# [TASK TO COMPLETE]
Write out all of the data exactly as it appears.

-*-

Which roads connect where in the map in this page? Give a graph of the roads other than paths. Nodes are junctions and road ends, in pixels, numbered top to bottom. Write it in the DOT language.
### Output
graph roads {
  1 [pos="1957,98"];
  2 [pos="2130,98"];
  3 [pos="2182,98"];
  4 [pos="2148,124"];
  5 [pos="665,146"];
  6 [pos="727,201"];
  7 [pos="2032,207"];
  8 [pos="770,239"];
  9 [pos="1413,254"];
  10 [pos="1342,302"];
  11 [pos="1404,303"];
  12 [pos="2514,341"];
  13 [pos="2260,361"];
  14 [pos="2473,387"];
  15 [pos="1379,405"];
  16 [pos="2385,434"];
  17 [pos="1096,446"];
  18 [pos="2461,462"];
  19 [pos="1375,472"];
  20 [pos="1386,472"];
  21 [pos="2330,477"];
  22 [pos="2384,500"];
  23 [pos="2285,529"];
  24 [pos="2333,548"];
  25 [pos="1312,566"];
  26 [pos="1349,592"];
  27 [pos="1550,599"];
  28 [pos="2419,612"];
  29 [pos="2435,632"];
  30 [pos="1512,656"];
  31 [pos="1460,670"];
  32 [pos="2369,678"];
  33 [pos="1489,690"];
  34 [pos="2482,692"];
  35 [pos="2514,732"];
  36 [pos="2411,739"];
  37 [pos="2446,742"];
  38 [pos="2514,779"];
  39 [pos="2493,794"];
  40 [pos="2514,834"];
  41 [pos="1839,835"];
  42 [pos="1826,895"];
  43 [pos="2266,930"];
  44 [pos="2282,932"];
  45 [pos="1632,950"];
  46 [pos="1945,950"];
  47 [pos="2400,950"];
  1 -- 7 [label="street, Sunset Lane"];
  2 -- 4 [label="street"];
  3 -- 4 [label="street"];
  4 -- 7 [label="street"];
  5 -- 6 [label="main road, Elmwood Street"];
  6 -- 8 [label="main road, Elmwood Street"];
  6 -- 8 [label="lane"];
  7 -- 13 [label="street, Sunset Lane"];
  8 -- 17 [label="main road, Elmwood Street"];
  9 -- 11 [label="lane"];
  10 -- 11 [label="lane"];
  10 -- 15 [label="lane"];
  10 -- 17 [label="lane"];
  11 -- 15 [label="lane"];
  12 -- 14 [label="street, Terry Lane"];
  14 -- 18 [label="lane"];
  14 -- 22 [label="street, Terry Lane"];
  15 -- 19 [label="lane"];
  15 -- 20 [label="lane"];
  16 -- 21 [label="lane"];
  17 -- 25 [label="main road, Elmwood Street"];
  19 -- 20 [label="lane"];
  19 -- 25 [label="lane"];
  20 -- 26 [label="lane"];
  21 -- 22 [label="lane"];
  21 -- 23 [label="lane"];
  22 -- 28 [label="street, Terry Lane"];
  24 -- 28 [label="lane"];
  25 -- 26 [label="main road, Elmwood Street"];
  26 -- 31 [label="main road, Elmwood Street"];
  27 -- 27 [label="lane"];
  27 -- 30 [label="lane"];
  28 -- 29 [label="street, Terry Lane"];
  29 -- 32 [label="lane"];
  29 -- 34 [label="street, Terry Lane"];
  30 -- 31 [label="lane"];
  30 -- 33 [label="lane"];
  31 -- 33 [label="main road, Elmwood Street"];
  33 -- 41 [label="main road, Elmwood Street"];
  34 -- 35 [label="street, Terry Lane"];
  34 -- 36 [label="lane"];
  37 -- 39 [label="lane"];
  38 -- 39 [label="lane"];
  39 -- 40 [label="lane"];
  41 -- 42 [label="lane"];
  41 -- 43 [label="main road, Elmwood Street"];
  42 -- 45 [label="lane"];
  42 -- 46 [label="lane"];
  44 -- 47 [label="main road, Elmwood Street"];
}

-*-

# [RESPONSE BELOW]
Which roads connect where in the map in this page? Give a graph of the roads other than paths. Nodes are junctions and road ends, in pixels, numbered top to bottom. Write it in the DOT language.
### Output
graph roads {
  1 [pos="1957,98"];
  2 [pos="2130,98"];
  3 [pos="2182,98"];
  4 [pos="2148,124"];
  5 [pos="665,146"];
  6 [pos="727,201"];
  7 [pos="2032,207"];
  8 [pos="770,239"];
  9 [pos="1413,254"];
  10 [pos="1342,302"];
  11 [pos="1404,303"];
  12 [pos="2514,341"];
  13 [pos="2260,361"];
  14 [pos="2473,387"];
  15 [pos="1379,405"];
  16 [pos="2385,434"];
  17 [pos="1096,446"];
  18 [pos="2461,462"];
  19 [pos="1375,472"];
  20 [pos="1386,472"];
  21 [pos="2330,477"];
  22 [pos="2384,500"];
  23 [pos="2285,529"];
  24 [pos="2333,548"];
  25 [pos="1312,566"];
  26 [pos="1349,592"];
  27 [pos="1550,599"];
  28 [pos="2419,612"];
  29 [pos="2435,632"];
  30 [pos="1512,656"];
  31 [pos="1460,670"];
  32 [pos="2369,678"];
  33 [pos="1489,690"];
  34 [pos="2482,692"];
  35 [pos="2514,732"];
  36 [pos="2411,739"];
  37 [pos="2446,742"];
  38 [pos="2514,779"];
  39 [pos="2493,794"];
  40 [pos="2514,834"];
  41 [pos="1839,835"];
  42 [pos="1826,895"];
  43 [pos="2266,930"];
  44 [pos="2282,932"];
  45 [pos="1632,950"];
  46 [pos="1945,950"];
  47 [pos="2400,950"];
  1 -- 7 [label="street, Sunset Lane"];
  2 -- 4 [label="street"];
  3 -- 4 [label="street"];
  4 -- 7 [label="street"];
  5 -- 6 [label="main road, Elmwood Street"];
  6 -- 8 [label="main road, Elmwood Street"];
  6 -- 8 [label="lane"];
  7 -- 13 [label="street, Sunset Lane"];
  8 -- 17 [label="main road, Elmwood Street"];
  9 -- 11 [label="lane"];
  10 -- 11 [label="lane"];
  10 -- 15 [label="lane"];
  10 -- 17 [label="lane"];
  11 -- 15 [label="lane"];
  12 -- 14 [label="street, Terry Lane"];
  14 -- 18 [label="lane"];
  14 -- 22 [label="street, Terry Lane"];
  15 -- 19 [label="lane"];
  15 -- 20 [label="lane"];
  16 -- 21 [label="lane"];
  17 -- 25 [label="main road, Elmwood Street"];
  19 -- 20 [label="lane"];
  19 -- 25 [label="lane"];
  20 -- 26 [label="lane"];
  21 -- 22 [label="lane"];
  21 -- 23 [label="lane"];
  22 -- 28 [label="street, Terry Lane"];
  24 -- 28 [label="lane"];
  25 -- 26 [label="main road, Elmwood Street"];
  26 -- 31 [label="main road, Elmwood Street"];
  27 -- 27 [label="lane"];
  27 -- 30 [label="lane"];
  28 -- 29 [label="street, Terry Lane"];
  29 -- 32 [label="lane"];
  29 -- 34 [label="street, Terry Lane"];
  30 -- 31 [label="lane"];
  30 -- 33 [label="lane"];
  31 -- 33 [label="main road, Elmwood Street"];
  33 -- 41 [label="main road, Elmwood Street"];
  34 -- 35 [label="street, Terry Lane"];
  34 -- 36 [label="lane"];
  37 -- 39 [label="lane"];
  38 -- 39 [label="lane"];
  39 -- 40 [label="lane"];
  41 -- 42 [label="lane"];
  41 -- 43 [label="main road, Elmwood Street"];
  42 -- 45 [label="lane"];
  42 -- 46 [label="lane"];
  44 -- 47 [label="main road, Elmwood Street"];
}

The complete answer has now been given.